Turyści witani na lotnisku we Frankfurcie po powrocie z Izraela
Alicja Podskoczy
W wyniku sobotniego ataku terrorystów Hamasu na Izrael wielu komercyjnych przewoźników zawiesiło połączenia z Tel Awiwem. Jako pierwsi zdecydowali się na ten ruch LOT i Wizz Air, a zaraz za nimi podążyły inne linie lotnicze. Tymczasem w Izraelu utknęło mnóstwo nieszczęsnych turystów. W celu ich ewakuacji, kolejne państwa uruchomiają loty czarterowe, w tym Niemcy, Francja, Włochy czy Hiszpania. Polskich turystów odebrały wojskowe samoloty z medykami na pokładzie.
Brytyjski rząd długo jednak zwlekał z podobną decyzją, twierdząc, że nie ma potrzeby organizować lotów ewakuacyjnych, gdy wciąż realizowane się loty komercyjne, i ewakuował tylko brytyjskich dyplomatów i ich rodziny. W czwartek zmienił zdanie i ogłosił, że po obywateli Wielkiej Brytanii przebywających w Izraelu polecą dodatkowe samoloty. Jednak loty te – choć organizowane przez brytyjskie Ministerstwo Spraw Zagranicznych – są komercyjne i trzeba za nie słono zapłacić.

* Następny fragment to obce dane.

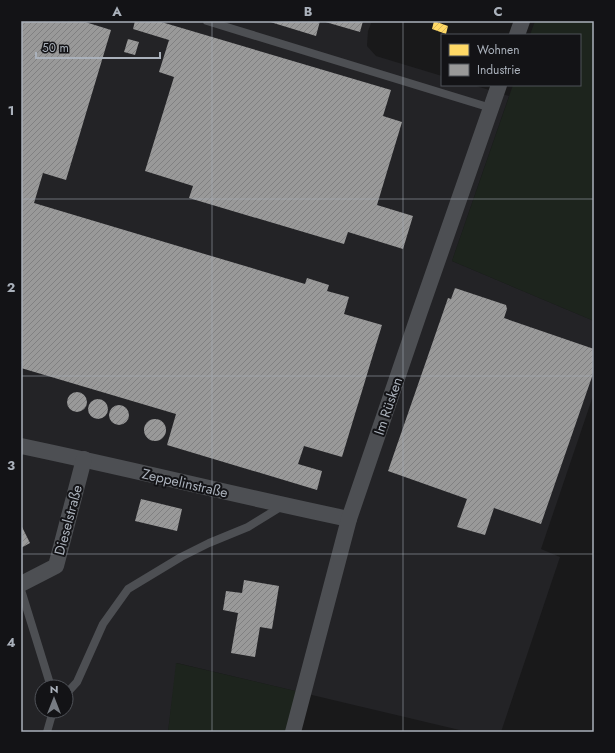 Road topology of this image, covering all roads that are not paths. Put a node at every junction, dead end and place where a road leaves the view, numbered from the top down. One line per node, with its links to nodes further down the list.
1 (207, 21): 5 (lane)
2 (522, 21): 3 (street)
3 (517, 34)
4 (499, 86): 5 (street, Im Rüsken)
5 (491, 108): 9 (street, Im Rüsken)
6 (21, 446): 7 (street, Zeppelinstraße)
7 (84, 459): 8 (street, Zeppelinstraße); 10 (street, Dieselstraße)
8 (283, 505): 9 (street, Zeppelinstraße); 13 (lane)
9 (349, 519): 16 (street, Im Rüsken)
10 (21, 584)
11 (21, 590): 12 (lane)
12 (49, 679)
13 (74, 685)
14 (51, 719): 15 (lane)
15 (47, 732)
16 (293, 732)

Jak donosi BBC, cena biletu powrotnego z Tel Awiwu kosztuje 300 funtów, czyli ok. 1500 zł, a kolejne loty wciąż są odwoływane. Dochodzi do sytuacji, w których turyści wydają tysiące na bilety, a przewoźnicy nie informują ich przy zakupie, że jest duże ryzyko, iż lot się nie odbędzie. Niektórzy kupili już po cztery czy pięć biletów na loty, które zostały odwołane.
Jako przykład BBC opisało historię Lisy Tsang i jej kuzynki Deborah, które przybyły w sobotę do Tel Awiwu na zorganizowaną wycieczkę i tuż po wylądowaniu usłyszały wyce syren. Mąż Lisy próbował zorganizować dla nich przelot powrotny i wydał na bilety lotnicze w sumie około 5000 funtów, z czego 1500 funtów kosztował lot, którym kobiety ostatecznie wróciły do domu. Lisa opisała sytuację jako „horrendalną”, podkreślając, że pieniądze za odwołane loty zostaną im zwrócone dopiero za dwa bądź trzy tygodnie, a nie wszystkich turystów stać na to, by wykupywać w nieskończoność kolejne loty i liczyć na to, że któryś w końcu się odbędzie.